Berita Palembang

Mengenal Tradisi Ngidang - Ngobeng di Palembang, Budaya Muliakan Tamu yang Datang

Menyajikan makanan merupakan budaya melayu yang ada di Palembang, menjadi sesuatu yang sangat dianjurkan sesuai dengan ajaran Islam.

Penulis: maya citra rosa | Editor: RM. Resha A.U
SRIPOKU.COM/MAYA CITRA ROSA
Duta Budaya Fakultas Adab dan Humaniora (Fahum) UIN Raden Fatah Palembang 2021 menikmati tradisi Ngidang-Ngobeng dengan Sultan SMB IV, Rabu (9/6/2021). 

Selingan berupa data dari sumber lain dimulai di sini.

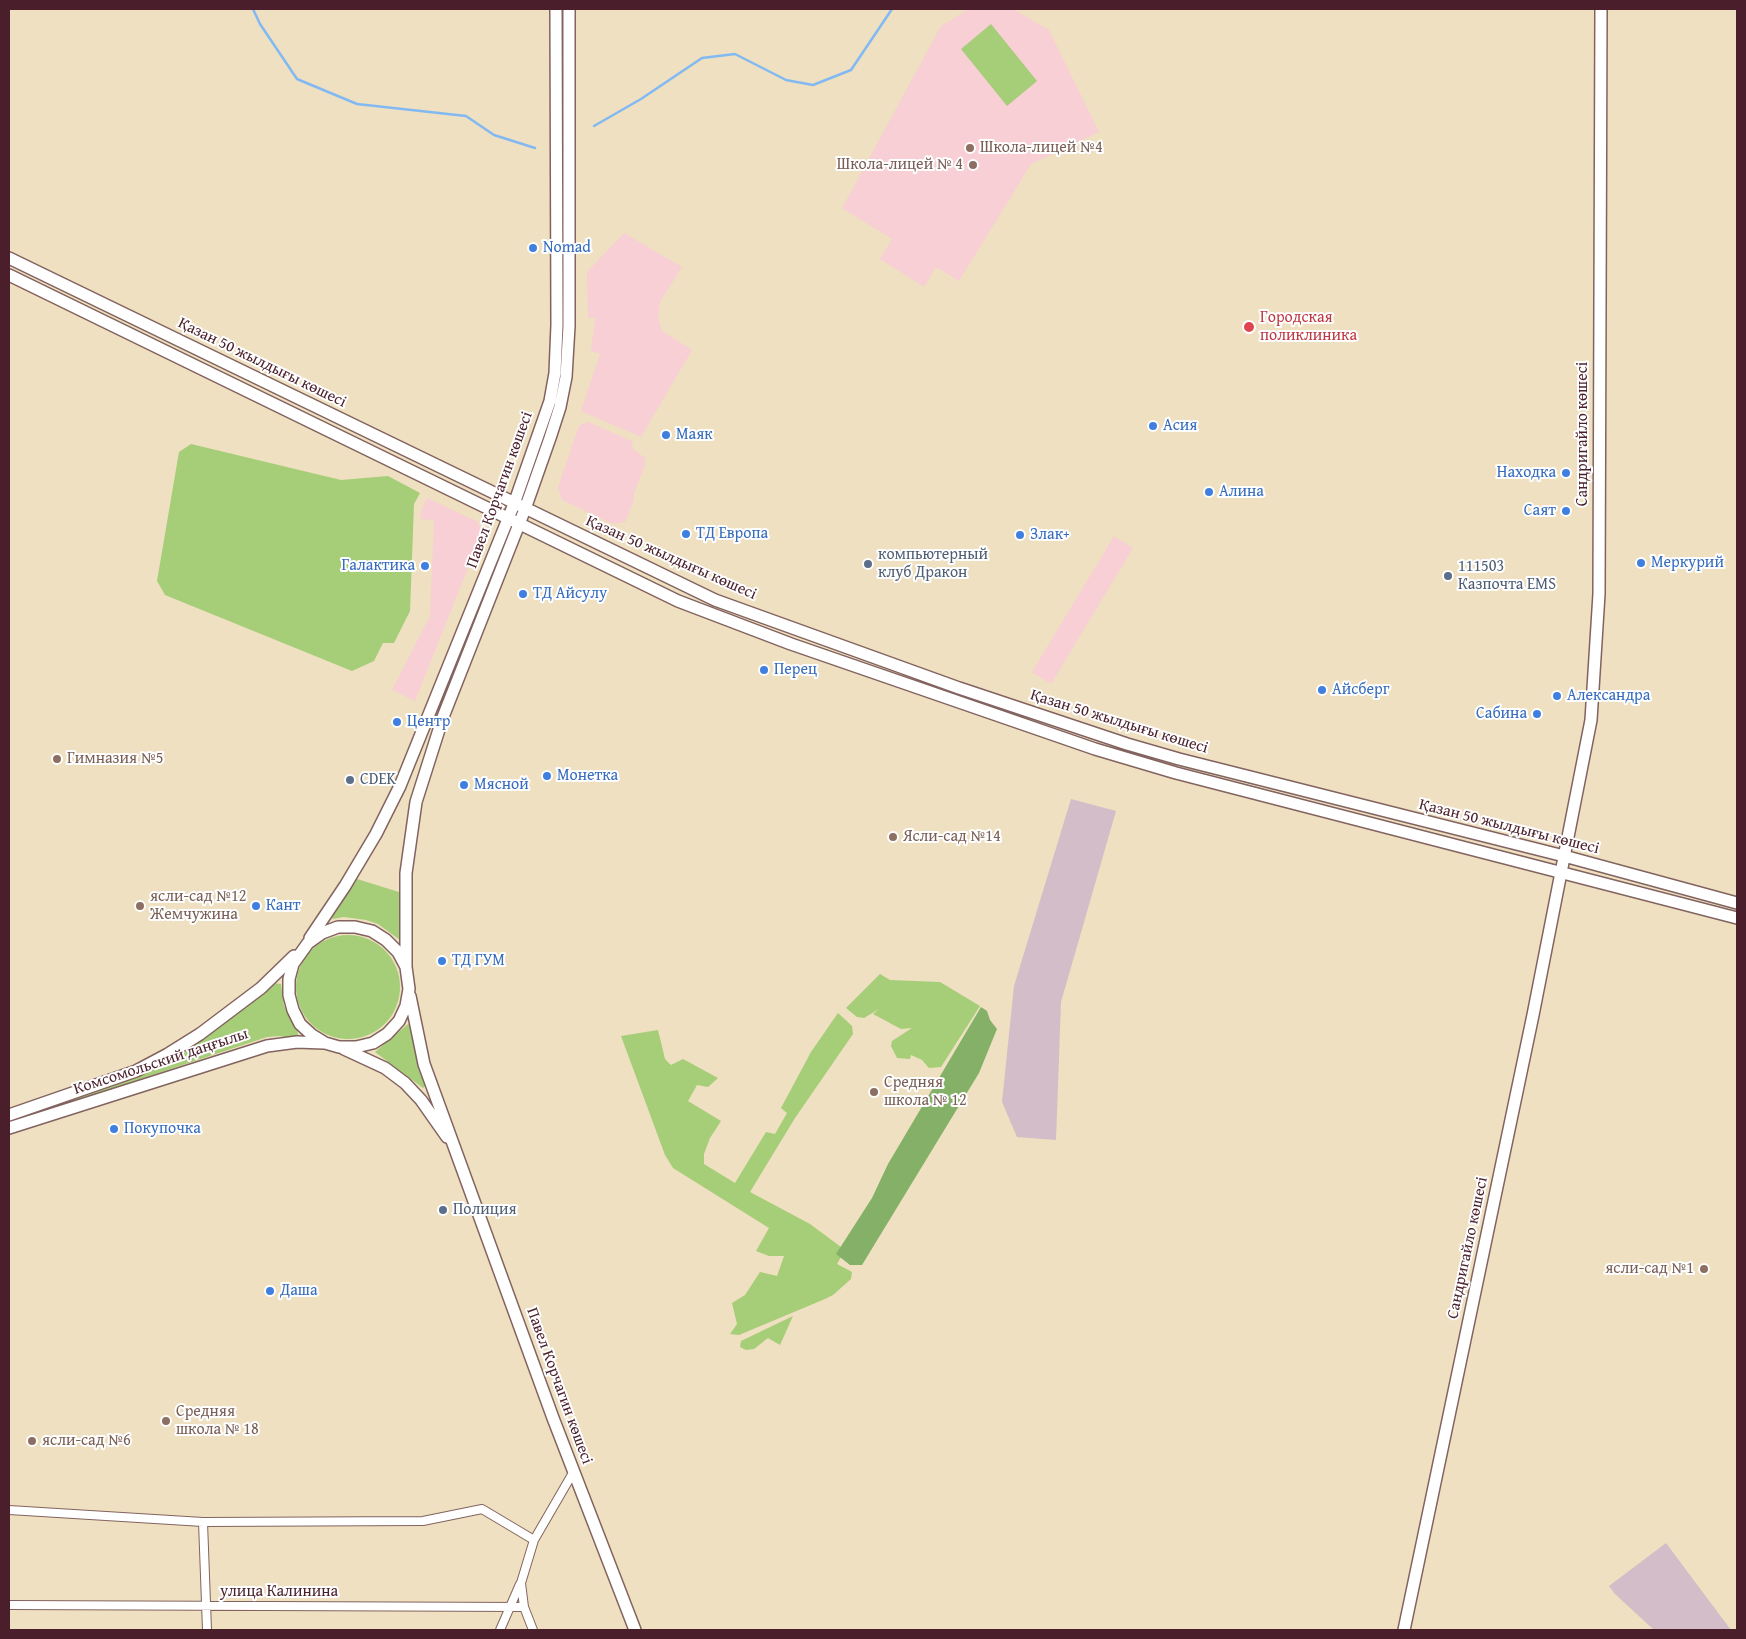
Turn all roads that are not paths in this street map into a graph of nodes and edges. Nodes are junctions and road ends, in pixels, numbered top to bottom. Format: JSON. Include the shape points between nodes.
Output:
{"nodes":[{"id":1,"x":556,"y":9,"type":"edge"},
{"id":2,"x":569,"y":9,"type":"edge"},
{"id":3,"x":1601,"y":9,"type":"edge"},
{"id":4,"x":9,"y":258,"type":"edge"},
{"id":5,"x":9,"y":275,"type":"edge"},
{"id":6,"x":135,"y":320,"type":"junction"},
{"id":7,"x":128,"y":334,"type":"junction"},
{"id":8,"x":285,"y":392,"type":"junction"},
{"id":9,"x":278,"y":406,"type":"junction"},
{"id":10,"x":545,"y":436,"type":"junction"},
{"id":11,"x":520,"y":507,"type":"junction"},
{"id":12,"x":514,"y":520,"type":"junction"},
{"id":13,"x":489,"y":583,"type":"junction"},
{"id":14,"x":796,"y":629,"type":"junction"},
{"id":15,"x":791,"y":644,"type":"junction"},
{"id":16,"x":1232,"y":772,"type":"junction"},
{"id":17,"x":1228,"y":786,"type":"junction"},
{"id":18,"x":1493,"y":840,"type":"junction"},
{"id":19,"x":1489,"y":854,"type":"junction"},
{"id":20,"x":1564,"y":856,"type":"junction"},
{"id":21,"x":1561,"y":871,"type":"junction"},
{"id":22,"x":1680,"y":889,"type":"junction"},
{"id":23,"x":1677,"y":902,"type":"junction"},
{"id":24,"x":1737,"y":904,"type":"edge"},
{"id":25,"x":1737,"y":918,"type":"edge"},
{"id":26,"x":304,"y":946,"type":"junction"},
{"id":27,"x":406,"y":967,"type":"junction"},
{"id":28,"x":409,"y":989,"type":"junction"},
{"id":29,"x":325,"y":1043,"type":"junction"},
{"id":30,"x":339,"y":1047,"type":"junction"},
{"id":31,"x":9,"y":1115,"type":"edge"},
{"id":32,"x":9,"y":1128,"type":"edge"},
{"id":33,"x":456,"y":1151,"type":"junction"},
{"id":34,"x":574,"y":1471,"type":"junction"},
{"id":35,"x":9,"y":1510,"type":"edge"},
{"id":36,"x":203,"y":1522,"type":"junction"},
{"id":37,"x":534,"y":1540,"type":"junction"},
{"id":38,"x":521,"y":1583,"type":"junction"},
{"id":39,"x":9,"y":1604,"type":"edge"},
{"id":40,"x":208,"y":1605,"type":"junction"},
{"id":41,"x":510,"y":1607,"type":"junction"},
{"id":42,"x":524,"y":1607,"type":"junction"},
{"id":43,"x":208,"y":1630,"type":"edge"},
{"id":44,"x":500,"y":1630,"type":"edge"},
{"id":45,"x":533,"y":1630,"type":"edge"},
{"id":46,"x":635,"y":1630,"type":"edge"},
{"id":47,"x":1404,"y":1630,"type":"edge"}],
"edges":[{"from":1,"to":10,"type":"street","name":"Павел Корчагин көшесі","via":[[556,364]]},
{"from":2,"to":10,"type":"street","name":"Павел Корчагин көшесі","via":[[569,326],[566,377],[560,407]]},
{"from":3,"to":20,"type":"street","name":"Сандригайло көшесі","via":[[1599,602],[1591,720]]},
{"from":4,"to":6,"type":"street","name":"Қазан 50 жылдығы көшесі"},
{"from":5,"to":7,"type":"street","name":"Қазан 50 жылдығы көшесі"},
{"from":6,"to":7,"type":"street"},
{"from":6,"to":8,"type":"street","name":"Қазан 50 жылдығы көшесі"},
{"from":7,"to":9,"type":"street","name":"Қазан 50 жылдығы көшесі"},
{"from":8,"to":9,"type":"street"},
{"from":8,"to":11,"type":"street","name":"Қазан 50 жылдығы көшесі"},
{"from":9,"to":12,"type":"street","name":"Қазан 50 жылдығы көшесі"},
{"from":10,"to":11,"type":"street","name":"Павел Корчагин көшесі"},
{"from":11,"to":12,"type":"street","name":"Павел Корчагин көшесі"},
{"from":11,"to":14,"type":"street","name":"Қазан 50 жылдығы көшесі","via":[[715,600]]},
{"from":12,"to":13,"type":"street","name":"Павел Корчагин көшесі"},
{"from":12,"to":15,"type":"street","name":"Қазан 50 жылдығы көшесі","via":[[678,601]]},
{"from":13,"to":26,"type":"street","name":"Павел Корчагин көшесі","via":[[400,786],[354,871]]},
{"from":13,"to":27,"type":"street","name":"Павел Корчагин көшесі","via":[[416,802],[406,873]]},
{"from":14,"to":15,"type":"street"},
{"from":14,"to":16,"type":"street","name":"Қазан 50 жылдығы көшесі","via":[[1127,744]]},
{"from":15,"to":17,"type":"street","name":"Қазан 50 жылдығы көшесі","via":[[1095,749]]},
{"from":16,"to":17,"type":"street"},
{"from":16,"to":18,"type":"street","name":"Қазан 50 жылдығы көшесі"},
{"from":17,"to":19,"type":"street","name":"Қазан 50 жылдығы көшесі"},
{"from":18,"to":19,"type":"street"},
{"from":18,"to":20,"type":"street","name":"Қазан 50 жылдығы көшесі"},
{"from":19,"to":21,"type":"street","name":"Қазан 50 жылдығы көшесі"},
{"from":20,"to":21,"type":"street","name":"Сандригайло көшесі"},
{"from":20,"to":22,"type":"street","name":"Қазан 50 жылдығы көшесі"},
{"from":21,"to":23,"type":"street","name":"Қазан 50 жылдығы көшесі"},
{"from":21,"to":47,"type":"street","name":"Сандригайло көшесі","via":[[1532,1025]]},
{"from":22,"to":23,"type":"street"},
{"from":22,"to":24,"type":"street","name":"Қазан 50 жылдығы көшесі"},
{"from":23,"to":25,"type":"street","name":"Қазан 50 жылдығы көшесі"},
{"from":26,"to":27,"type":"street","via":[[322,933],[355,927],[372,931],[386,940]]},
{"from":26,"to":29,"type":"street","via":[[293,964],[289,995],[300,1024]]},
{"from":26,"to":31,"type":"street","name":"Комсомольский даңғылы","via":[[261,988],[168,1054],[136,1071]]},
{"from":27,"to":28,"type":"street"},
{"from":28,"to":30,"type":"street","via":[[399,1021],[387,1034],[372,1043]]},
{"from":28,"to":33,"type":"street","name":"Павел Корчагин көшесі","via":[[424,1064]]},
{"from":29,"to":30,"type":"street"},
{"from":29,"to":32,"type":"street","name":"Комсомольский даңғылы","via":[[267,1046]]},
{"from":30,"to":33,"type":"street","name":"Павел Корчагин көшесі","via":[[385,1068],[405,1083],[421,1100]]},
{"from":33,"to":34,"type":"street","name":"Павел Корчагин көшесі"},
{"from":34,"to":37,"type":"street"},
{"from":34,"to":46,"type":"street","name":"Павел Корчагин көшесі"},
{"from":35,"to":36,"type":"street"},
{"from":36,"to":37,"type":"street","via":[[423,1521],[482,1508]]},
{"from":36,"to":40,"type":"street"},
{"from":37,"to":38,"type":"street"},
{"from":38,"to":41,"type":"street"},
{"from":38,"to":42,"type":"street"},
{"from":39,"to":40,"type":"street","name":"улица Калинина"},
{"from":40,"to":41,"type":"street","name":"улица Калинина"},
{"from":40,"to":43,"type":"street"},
{"from":41,"to":42,"type":"street","name":"улица Калинина"},
{"from":41,"to":44,"type":"street"},
{"from":42,"to":45,"type":"street"}]}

SRIPOKU.COM, PALEMBANG - Berikut ini adalah tradisi Palembang tentang cara memuliakan tamu yang datang, yakni Ngidang - Ngobeng.

Kota Palembang, Provinsi Sumsel memiliki kekayaan makanan yang sangat beraneka ragam.

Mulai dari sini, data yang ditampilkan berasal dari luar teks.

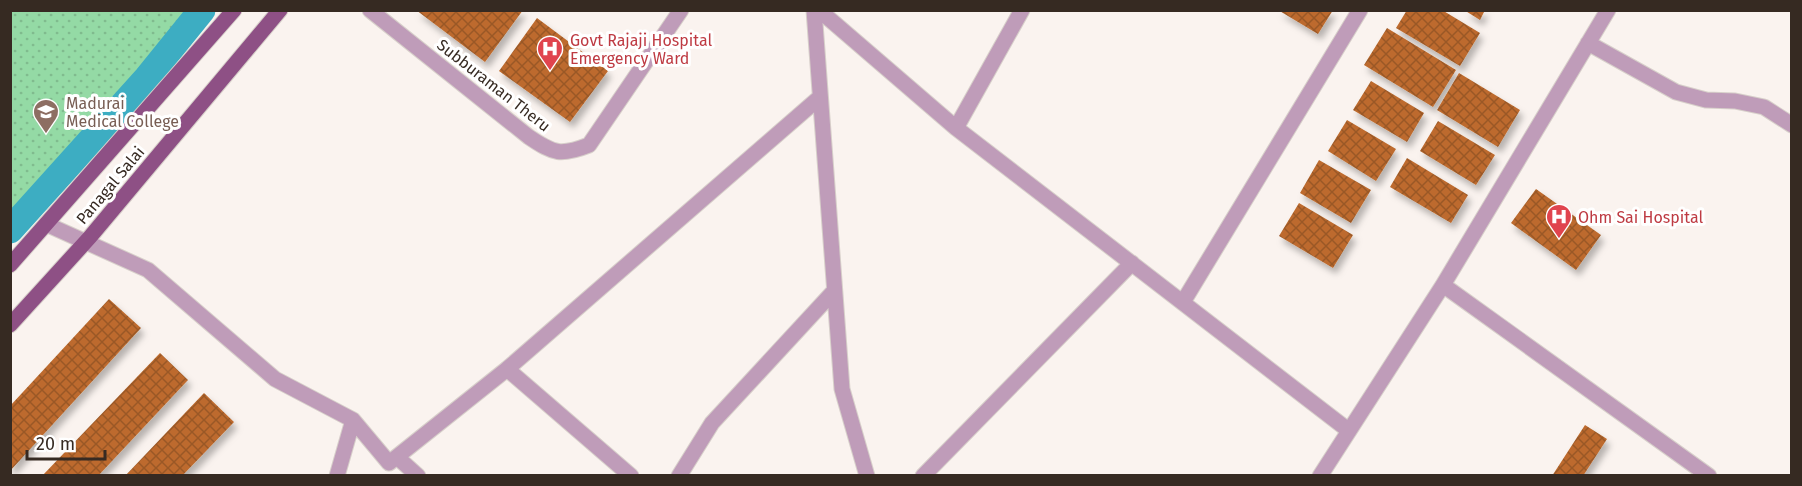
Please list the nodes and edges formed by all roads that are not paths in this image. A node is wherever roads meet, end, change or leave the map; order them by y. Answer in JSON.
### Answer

Hal ini menunjukkan dalam budaya melayu, menghormati dan memuliakan tamu.

Menyajikan makanan merupakan budaya melayu yang ada di Palembang, menjadi sesuatu yang sangat dianjurkan sesuai dengan ajaran Islam.

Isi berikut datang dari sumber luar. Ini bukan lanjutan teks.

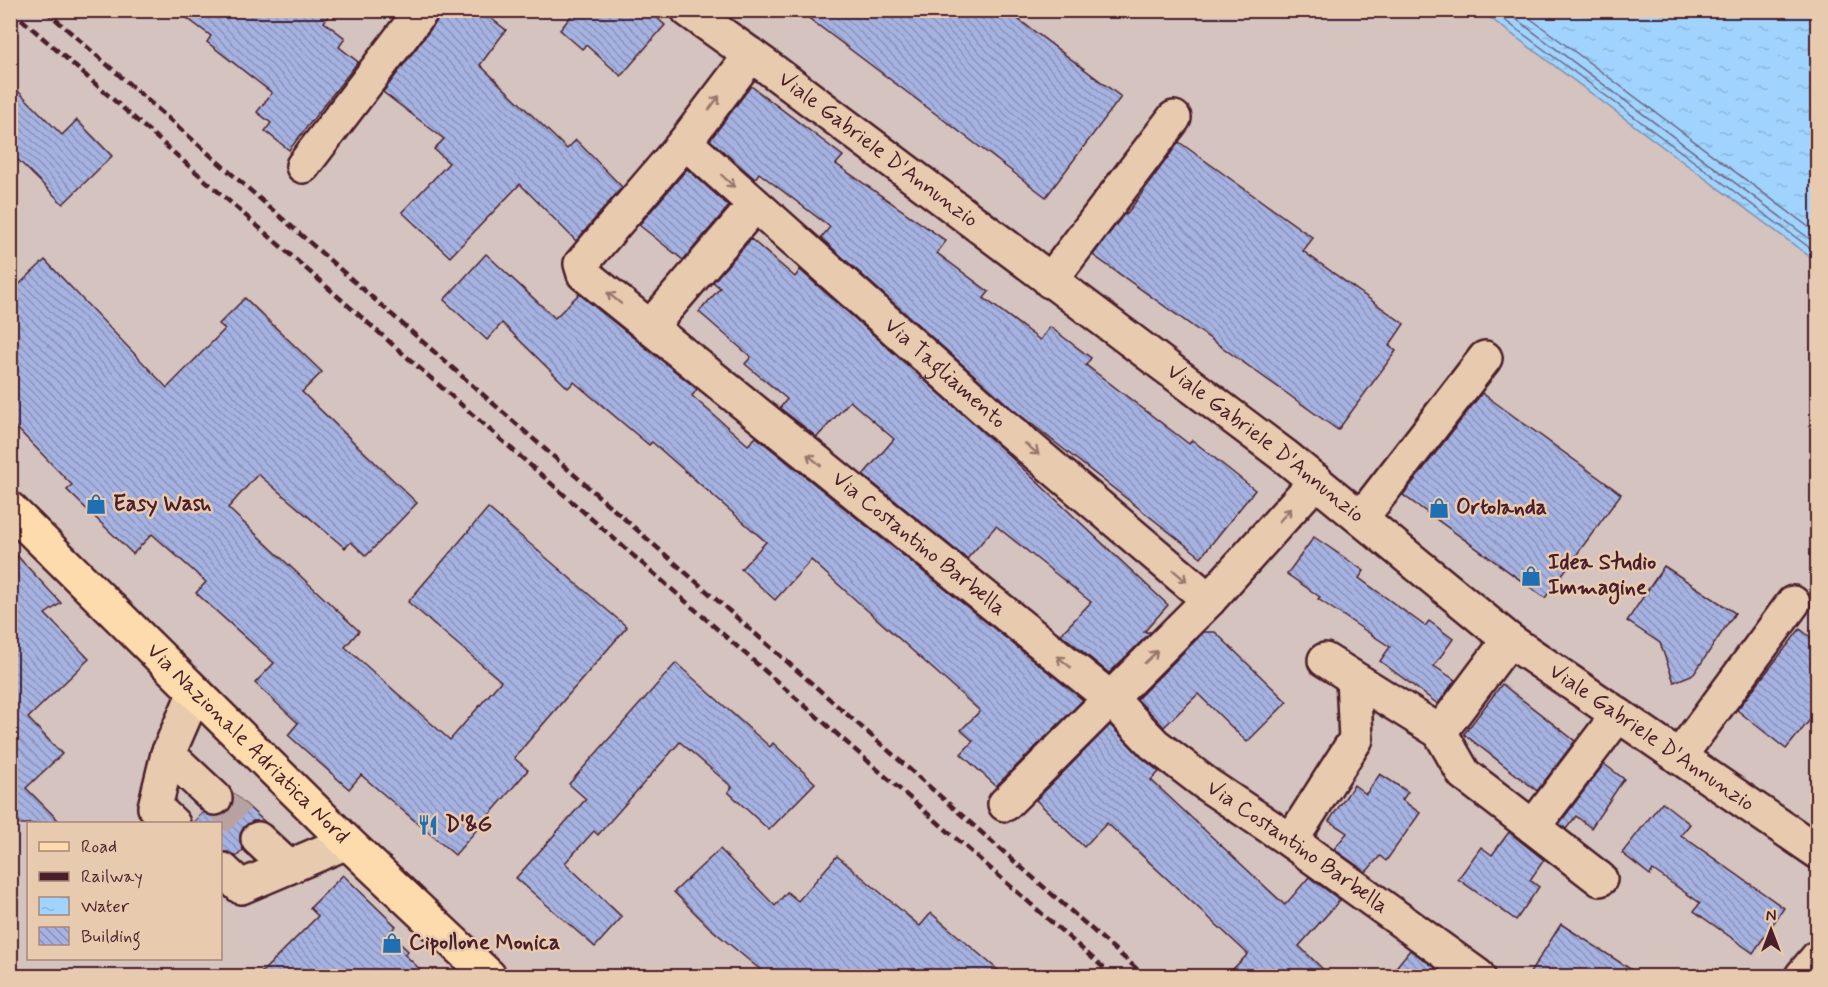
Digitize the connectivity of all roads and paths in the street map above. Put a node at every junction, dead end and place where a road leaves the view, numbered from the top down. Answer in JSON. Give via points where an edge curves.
{"nodes":[{"id":1,"x":422,"y":10,"type":"edge"},
{"id":2,"x":688,"y":10,"type":"edge"},
{"id":3,"x":724,"y":20,"type":"edge"},
{"id":4,"x":751,"y":55,"type":"junction"},
{"id":5,"x":1174,"y":118,"type":"dead end"},
{"id":6,"x":685,"y":142,"type":"junction"},
{"id":7,"x":303,"y":166,"type":"dead end"},
{"id":8,"x":755,"y":205,"type":"junction"},
{"id":9,"x":1050,"y":281,"type":"junction"},
{"id":10,"x":650,"y":327,"type":"junction"},
{"id":11,"x":1485,"y":358,"type":"dead end"},
{"id":12,"x":1316,"y":481,"type":"junction"},
{"id":13,"x":10,"y":509,"type":"edge"},
{"id":14,"x":1362,"y":518,"type":"junction"},
{"id":15,"x":1209,"y":600,"type":"junction"},
{"id":16,"x":1793,"y":603,"type":"dead end"},
{"id":17,"x":1509,"y":640,"type":"junction"},
{"id":18,"x":1324,"y":660,"type":"dead end"},
{"id":19,"x":1353,"y":678,"type":"junction"},
{"id":20,"x":195,"y":692,"type":"junction"},
{"id":21,"x":1110,"y":699,"type":"junction"},
{"id":22,"x":1618,"y":716,"type":"junction"},
{"id":23,"x":1440,"y":732,"type":"junction"},
{"id":24,"x":168,"y":754,"type":"junction"},
{"id":25,"x":1679,"y":757,"type":"junction"},
{"id":26,"x":215,"y":798,"type":"tunnel mouth"},
{"id":27,"x":1005,"y":804,"type":"dead end"},
{"id":28,"x":171,"y":822,"type":"edge"},
{"id":29,"x":1533,"y":827,"type":"junction"},
{"id":30,"x":258,"y":839,"type":"tunnel mouth"},
{"id":31,"x":1291,"y":841,"type":"junction"},
{"id":32,"x":347,"y":842,"type":"junction"},
{"id":33,"x":1818,"y":852,"type":"edge"},
{"id":34,"x":288,"y":867,"type":"junction"},
{"id":35,"x":223,"y":870,"type":"dead end"},
{"id":36,"x":1600,"y":879,"type":"dead end"},
{"id":37,"x":1818,"y":957,"type":"edge"},
{"id":38,"x":489,"y":976,"type":"edge"},
{"id":39,"x":1478,"y":976,"type":"edge"},
{"id":40,"x":1802,"y":976,"type":"edge"}],
"edges":[{"from":1,"to":7,"type":"street"},
{"from":2,"to":3,"type":"street","name":"Viale Gabriele D'Annunzio"},
{"from":3,"to":4,"type":"street","name":"Viale Gabriele D'Annunzio"},
{"from":6,"to":4,"type":"street","name":"Via Costantino Barbella","one_way":true},
{"from":4,"to":9,"type":"street","name":"Viale Gabriele D'Annunzio"},
{"from":5,"to":9,"type":"street"},
{"from":6,"to":8,"type":"street","name":"Via Tagliamento","one_way":true},
{"from":10,"to":6,"type":"street","name":"Via Costantino Barbella","one_way":true,"via":[[584,274],[581,264]]},
{"from":8,"to":10,"type":"street"},
{"from":8,"to":15,"type":"street","name":"Via Tagliamento","one_way":true,"via":[[998,421]]},
{"from":9,"to":12,"type":"street","name":"Viale Gabriele D'Annunzio"},
{"from":21,"to":10,"type":"street","name":"Via Costantino Barbella","one_way":true},
{"from":11,"to":14,"type":"street"},
{"from":12,"to":14,"type":"street","name":"Viale Gabriele D'Annunzio"},
{"from":15,"to":12,"type":"street","one_way":true},
{"from":13,"to":20,"type":"main road","name":"Via Nazionale Adriatica Nord"},
{"from":14,"to":17,"type":"street","name":"Viale Gabriele D'Annunzio"},
{"from":21,"to":15,"type":"street","one_way":true},
{"from":16,"to":25,"type":"street"},
{"from":17,"to":22,"type":"street","name":"Viale Gabriele D'Annunzio"},
{"from":17,"to":23,"type":"street"},
{"from":18,"to":19,"type":"street"},
{"from":19,"to":23,"type":"street"},
{"from":19,"to":31,"type":"street","via":[[1356,739]]},
{"from":20,"to":24,"type":"street"},
{"from":20,"to":32,"type":"main road","name":"Via Nazionale Adriatica Nord"},
{"from":21,"to":27,"type":"street"},
{"from":21,"to":31,"type":"street","name":"Via Costantino Barbella","via":[[1154,744]]},
{"from":22,"to":25,"type":"street","name":"Viale Gabriele D'Annunzio"},
{"from":22,"to":29,"type":"street"},
{"from":23,"to":29,"type":"street","via":[[1464,774]]},
{"from":24,"to":26,"type":"street"},
{"from":24,"to":28,"type":"street","via":[[155,807]]},
{"from":25,"to":33,"type":"street","name":"Viale Gabriele D'Annunzio"},
{"from":29,"to":36,"type":"street"},
{"from":30,"to":34,"type":"street"},
{"from":31,"to":39,"type":"street","name":"Via Costantino Barbella"},
{"from":32,"to":34,"type":"street"},
{"from":32,"to":38,"type":"main road","name":"Via Nazionale Adriatica Nord"},
{"from":34,"to":35,"type":"street","via":[[240,887]]},
{"from":37,"to":40,"type":"street"}]}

Baca juga: Tradisi Tak Biasa di Suku Wodaabe, Saat Pria Dibolehkan Meminang Istri Orang Lain tanpa Harus Izin

Baca juga: Niduke Tujuh Jando di Rumah Baru, Salah Satu Tradisi Unik Warga Palembang yang Hampir Terlupakan

Tradisi menyajikan makanan bersama menjadi kebiasaan dalam menyambut tamu serta menjalin silaturrahmi.

Tradisi ini sering dilakukan saat mengadakan sedekah atau acara adat yang ada di Palembang.

Budayawan dan Sejarahwan Palembang, Kemas Ari Panji menjelaskan bahwa ada satu budaya di Palembang diberi nama Ngidang Ngobeng.

Ngidang merupakan menyajikan makanan di atas kain, sedangkan ngobeng adalah petugas khusus untuk membantu tamu.

Seperti membawakan makanan para tamu, menolong membawa ceret air dengan wadah sisa air bilasan setelah tamu selesai mencuci tangan.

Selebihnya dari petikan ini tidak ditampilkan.